**TASK ITEM**
If a line contains the word "than", include it in the count; state how many such lines the listing has and nothing else.

**EXTRACTED INFORMATION**
● ● ● ●

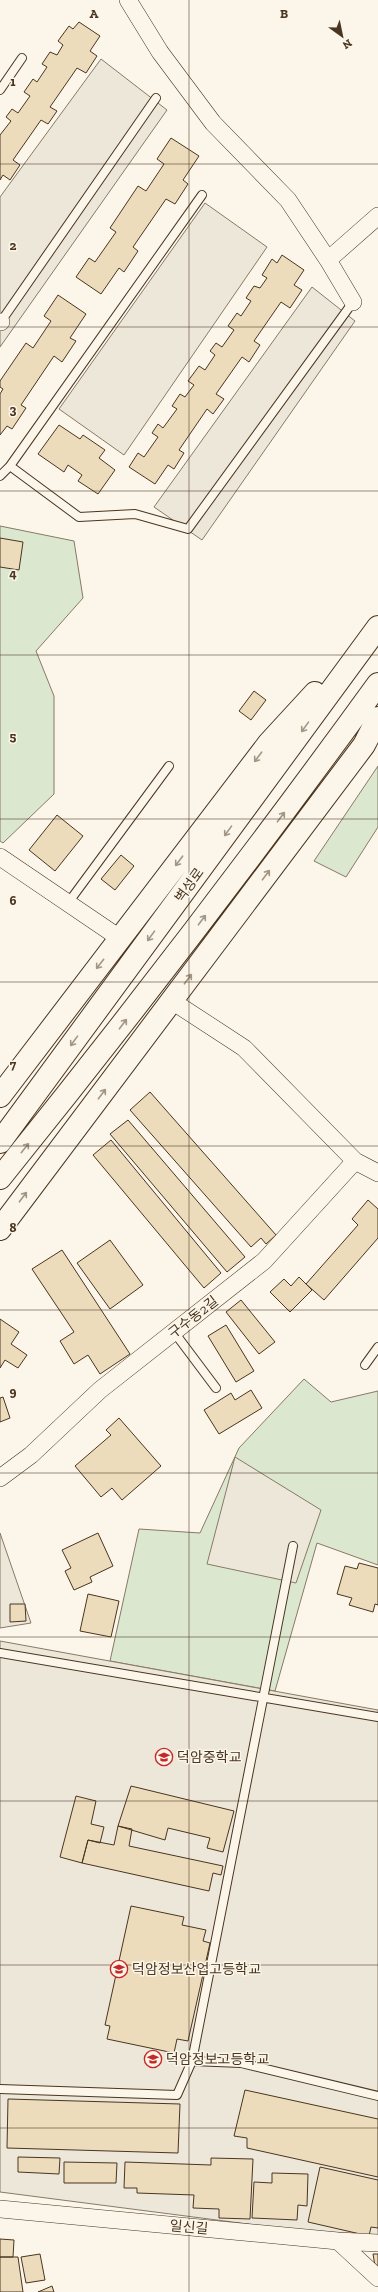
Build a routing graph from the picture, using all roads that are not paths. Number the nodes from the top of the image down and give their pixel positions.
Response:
1 (128, 0) edge
2 (22, 58) dead end
3 (0, 90) edge
4 (156, 98) dead end
5 (202, 195) dead end
6 (378, 216) edge
7 (328, 260) junction
8 (353, 302) joint
9 (0, 322) edge
10 (10, 466) junction
11 (0, 476) edge
12 (378, 626) edge
13 (378, 684) edge
14 (378, 718) edge
15 (169, 766) dead end
16 (0, 857) edge
17 (68, 903) junction
18 (117, 942) junction
19 (172, 1000) junction
20 (7, 1082) edge
21 (0, 1096) edge
22 (0, 1142) edge
23 (355, 1161) junction
24 (378, 1173) edge
25 (0, 1178) edge
26 (0, 1229) edge
27 (174, 1332) junction
28 (378, 1347) edge
29 (365, 1365) dead end
30 (216, 1388) dead end
31 (0, 1478) edge
32 (293, 1546) dead end
33 (0, 1653) edge
34 (264, 1698) junction
35 (378, 1717) edge
36 (192, 2061) junction
37 (0, 2089) edge
38 (378, 2096) edge
39 (0, 2209) edge
40 (338, 2241) junction
41 (378, 2243) edge
42 (378, 2278) edge

1 - 7 street
2 - 3 lane
4 - 9 lane
5 - 10 lane
6 - 7 street
7 - 8 street
8 - 10 lane
10 - 11 lane
12 -> 18 main road
12 -> 22 main road, 벽성로
25 -> 13 main road
19 -> 14 main road
15 - 17 lane
16 - 17 street
17 - 18 street
18 -> 20 main road
19 - 23 street
26 -> 19 main road
20 - 21 main road
23 - 24 street
23 - 27 street, 구수동2길
27 - 30 lane
27 - 31 street, 구수동2길
28 - 29 lane
32 - 34 lane
33 - 34 lane
34 - 35 lane
34 - 36 lane
36 - 37 lane
36 - 38 lane
39 - 40 street, 일신길
40 - 41 street, 일신길
40 - 42 street

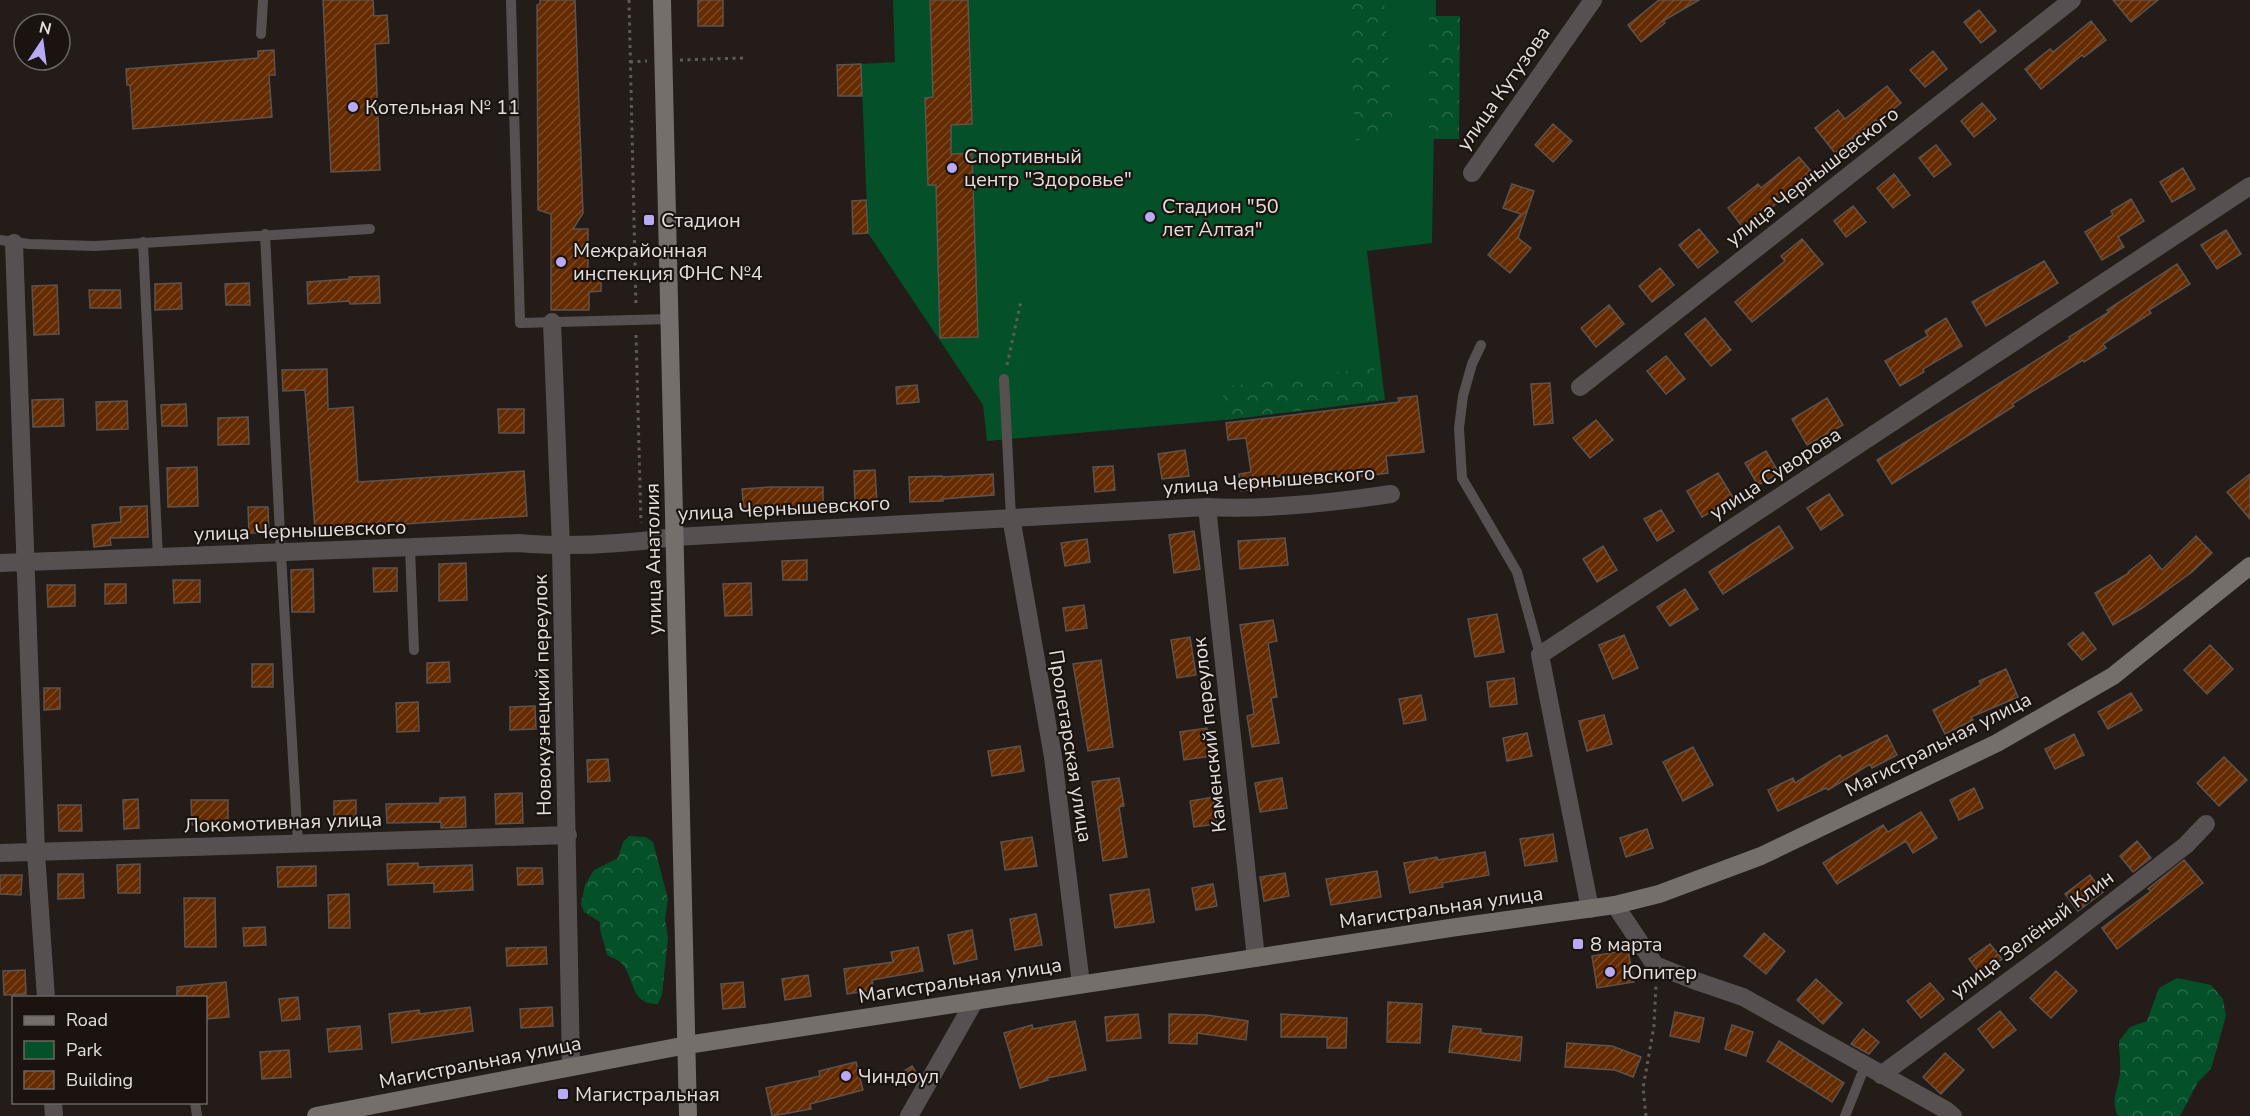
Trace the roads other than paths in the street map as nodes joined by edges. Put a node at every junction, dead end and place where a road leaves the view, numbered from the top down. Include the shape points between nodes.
1 (263, 0) edge
2 (511, 0) edge
3 (662, 0) edge
4 (1593, 0) edge
5 (2072, 0) edge
6 (261, 34) dead end
7 (1472, 173) dead end
8 (2250, 186) edge
9 (370, 229) dead end
10 (265, 234) junction
11 (7, 242) edge
12 (143, 242) junction
13 (670, 319) junction
14 (552, 322) junction
15 (1481, 345) dead end
16 (1004, 379) road end
17 (1580, 387) dead end
18 (1391, 494) dead end
19 (1207, 507) junction
20 (1011, 517) junction
21 (675, 537) junction
22 (561, 547) junction
23 (410, 548) junction
24 (280, 554) junction
25 (158, 558) junction
26 (26, 562) junction
27 (0, 563) edge
28 (2250, 566) edge
29 (414, 650) dead end
30 (1540, 655) junction
31 (2206, 824) dead end
32 (568, 835) junction
33 (298, 844) junction
34 (0, 853) edge
35 (36, 853) junction
36 (1615, 905) junction
37 (1590, 909) junction
38 (1256, 958) junction
39 (1081, 984) junction
40 (46, 996) edge
41 (974, 1002) junction
42 (687, 1045) junction
43 (1865, 1066) junction
44 (571, 1067) junction
45 (1881, 1075) junction
46 (370, 1111) edge
47 (1942, 1113) edge
48 (316, 1116) edge
49 (688, 1116) edge
50 (909, 1116) edge
51 (1845, 1116) edge

1 - 6 lane
2 - 14 lane via 520,323
3 - 13 street, улица Анатолия
4 - 7 street, улица Кутузова
5 - 17 street, улица Чернышевского
8 - 30 street, улица Суворова
9 - 10 lane
10 - 12 lane
10 - 24 lane
11 - 12 lane via 94,246
11 - 26 street
12 - 25 lane
13 - 14 lane
13 - 21 street, улица Анатолия
14 - 22 street, Новокузнецкий переулок
15 - 30 lane via 1463,396 1459,428 1462,478 1517,572
16 - 20 lane
18 - 19 street, улица Чернышевского via 1232,509
19 - 20 street, улица Чернышевского
19 - 38 street, Каменский переулок
20 - 21 street, улица Чернышевского
20 - 39 street, Пролетарская улица via 1053,756
21 - 22 street, улица Чернышевского
21 - 42 street, улица Анатолия
22 - 23 street, улица Чернышевского via 519,543
22 - 32 street, Новокузнецкий переулок
23 - 24 street, улица Чернышевского
23 - 29 lane
24 - 25 street, улица Чернышевского
24 - 33 lane
25 - 26 street, улица Чернышевского
26 - 27 street, улица Чернышевского
26 - 35 street
28 - 36 street, Магистральная улица via 2114,676 1997,743 1761,856 1659,894
30 - 37 street
31 - 45 street, улица Зелёный Клин via 2186,845 2052,949
32 - 33 street, Локомотивная улица
32 - 44 street, Новокузнецкий переулок
33 - 35 street, Локомотивная улица
34 - 35 street, Локомотивная улица
35 - 40 street
36 - 37 street, Магистральная улица
36 - 43 street via 1655,965 1743,997
37 - 38 street, Магистральная улица
38 - 39 street, Магистральная улица
39 - 41 street, Магистральная улица
41 - 42 street, Магистральная улица
41 - 50 street
42 - 44 street, Магистральная улица
42 - 49 street, улица Анатолия
43 - 45 street
43 - 51 lane
44 - 46 street, Магистральная улица
45 - 47 street
46 - 48 street, Магистральная улица

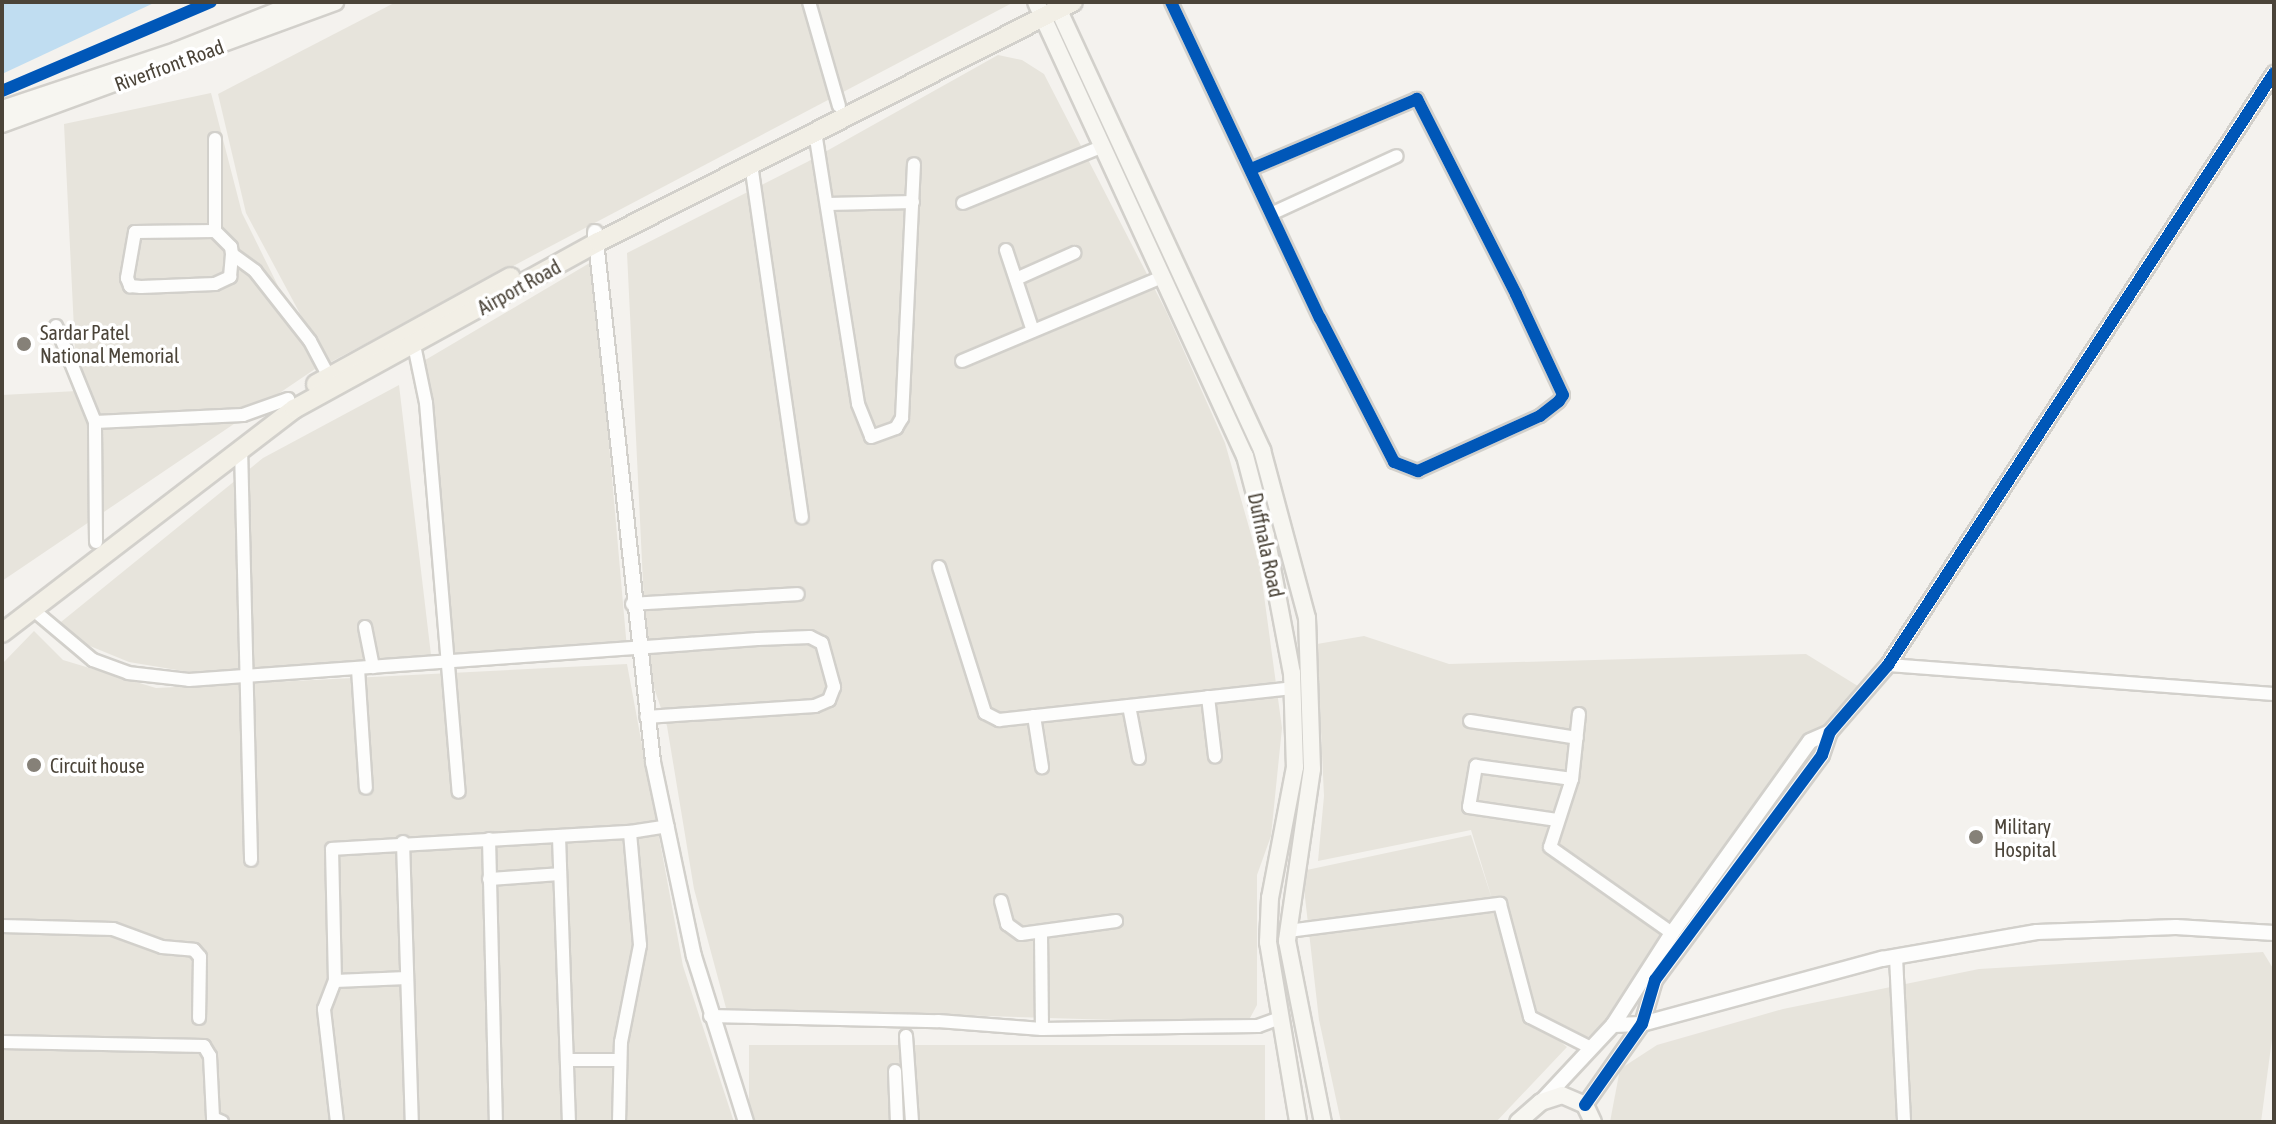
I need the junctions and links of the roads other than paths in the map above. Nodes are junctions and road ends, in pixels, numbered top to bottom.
1 (300, 2) edge
2 (335, 2) edge
3 (809, 2) edge
4 (1171, 2) edge
5 (1050, 6) edge
6 (2274, 73) edge
7 (839, 106) junction
8 (2, 109) edge
9 (2, 124) edge
10 (815, 132) junction
11 (215, 139) dead end
12 (1101, 147) junction
13 (1397, 156) dead end
14 (751, 164) junction
15 (914, 164) dead end
16 (1251, 169) junction
17 (913, 202) junction
18 (963, 203) dead end
19 (828, 204) junction
20 (1273, 213) junction
21 (215, 231) junction
22 (597, 237) junction
23 (1006, 250) dead end
24 (1074, 253) dead end
25 (232, 254) junction
26 (1162, 277) junction
27 (1016, 279) junction
28 (56, 326) dead end
29 (1033, 331) junction
30 (414, 345) junction
31 (962, 361) dead end
32 (329, 376) junction
33 (288, 399) junction
34 (95, 422) junction
35 (241, 447) junction
36 (802, 517) dead end
37 (96, 542) junction
38 (939, 567) dead end
39 (798, 594) dead end
40 (632, 604) junction
41 (31, 608) junction
42 (2, 616) edge
43 (365, 627) dead end
44 (2, 633) edge
45 (638, 648) junction
46 (444, 660) junction
47 (1888, 665) junction
48 (373, 667) junction
49 (358, 669) junction
50 (248, 676) junction
51 (1292, 688) junction
52 (2274, 694) edge
53 (1208, 697) junction
54 (1129, 706) junction
55 (1579, 714) dead end
56 (1034, 716) junction
57 (646, 717) junction
58 (1470, 721) dead end
59 (1830, 732) junction
60 (1577, 738) junction
61 (1215, 757) dead end
62 (1139, 758) dead end
63 (1042, 767) dead end
64 (1572, 779) junction
65 (366, 788) dead end
66 (459, 792) dead end
67 (1557, 820) junction
68 (668, 826) junction
69 (630, 832) junction
70 (559, 837) junction
71 (489, 839) junction
72 (403, 842) junction
73 (251, 860) dead end
74 (560, 874) junction
75 (489, 879) junction
76 (1001, 901) dead end
77 (1116, 921) dead end
78 (2, 926) edge
79 (1288, 931) junction
80 (1672, 933) junction
81 (2274, 933) edge
82 (1041, 934) junction
83 (1896, 957) junction
84 (407, 978) junction
85 (335, 981) junction
86 (710, 1016) junction
87 (199, 1018) dead end
88 (1280, 1018) junction
89 (1642, 1024) junction
90 (1613, 1025) junction
91 (1042, 1029) junction
92 (906, 1036) dead end
93 (2, 1042) edge
94 (1591, 1048) junction
95 (567, 1060) junction
96 (619, 1060) junction
97 (895, 1071) dead end
98 (1585, 1105) junction
99 (1534, 1111) edge
100 (222, 1122) edge
101 (337, 1122) edge
102 (412, 1122) edge
103 (496, 1122) edge
104 (569, 1122) edge
105 (619, 1122) edge
106 (746, 1122) edge
107 (897, 1122) edge
108 (912, 1122) edge
109 (1298, 1122) edge
110 (1323, 1122) edge
111 (1518, 1122) edge
112 (1593, 1122) edge
113 (1904, 1122) edge

1 - 8 main road, Riverfront Road
2 - 9 main road, Riverfront Road
3 - 7 street
4 - 16 street
5 - 7 main road, Airport Road
5 - 10 main road, Airport Road
5 - 12 main road, Duffnala Road
5 - 79 main road
6 - 47 street
7 - 22 main road, Airport Road
10 - 14 main road, Airport Road
10 - 19 street
11 - 21 street
12 - 18 street
12 - 26 main road, Duffnala Road
13 - 20 street
14 - 22 main road, Airport Road
14 - 36 street
15 - 17 street
16 - 20 street
16 - 20 street
17 - 19 street
17 - 19 street
21 - 25 street
21 - 25 street
22 - 30 main road, Airport Road
22 - 32 main road, Airport Road
22 - 40 street
23 - 27 street
24 - 27 street
25 - 32 street
26 - 29 street
26 - 51 main road, Duffnala Road
27 - 29 street
28 - 34 street
29 - 31 street
30 - 35 main road, Airport Road
30 - 46 street
32 - 33 main road, Airport Road
33 - 34 street
33 - 37 main road, Airport Road
34 - 37 street
35 - 41 main road, Airport Road
35 - 50 street
37 - 42 main road, Airport Road
38 - 56 street
39 - 40 street
40 - 45 street
41 - 44 main road, Airport Road
41 - 50 street
43 - 48 street
45 - 46 street
45 - 57 street
45 - 57 street
46 - 48 street
46 - 66 street
47 - 52 street
47 - 59 street
48 - 49 street
49 - 50 street
49 - 65 street
50 - 73 street
51 - 53 street
51 - 88 main road, Duffnala Road
53 - 54 street
53 - 61 street
54 - 56 street
54 - 62 street
55 - 60 street
56 - 63 street
57 - 68 street
58 - 60 street
59 - 80 street
59 - 89 street
60 - 64 street
64 - 67 street
64 - 67 street
67 - 80 street
68 - 69 street
68 - 86 street
69 - 70 street
69 - 96 street
70 - 71 street
70 - 74 street
71 - 72 street
71 - 75 street
72 - 84 street
72 - 85 street
74 - 75 street
74 - 95 street
75 - 103 street
76 - 82 street
77 - 82 street
78 - 87 street
79 - 94 street
79 - 110 main road
80 - 90 street
81 - 83 street
82 - 91 street
83 - 89 street
83 - 113 street
84 - 85 street
84 - 102 street
85 - 101 street
86 - 91 street
86 - 106 street
88 - 91 street
88 - 109 main road, Duffnala Road
89 - 90 street
89 - 98 street
90 - 94 street
92 - 108 street
93 - 100 street
94 - 99 street
95 - 96 street
95 - 104 street
96 - 105 street
97 - 107 street
98 - 99 main road
98 - 112 main road
99 - 111 main road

● ● ● ●

**ANSWER SPACE**
2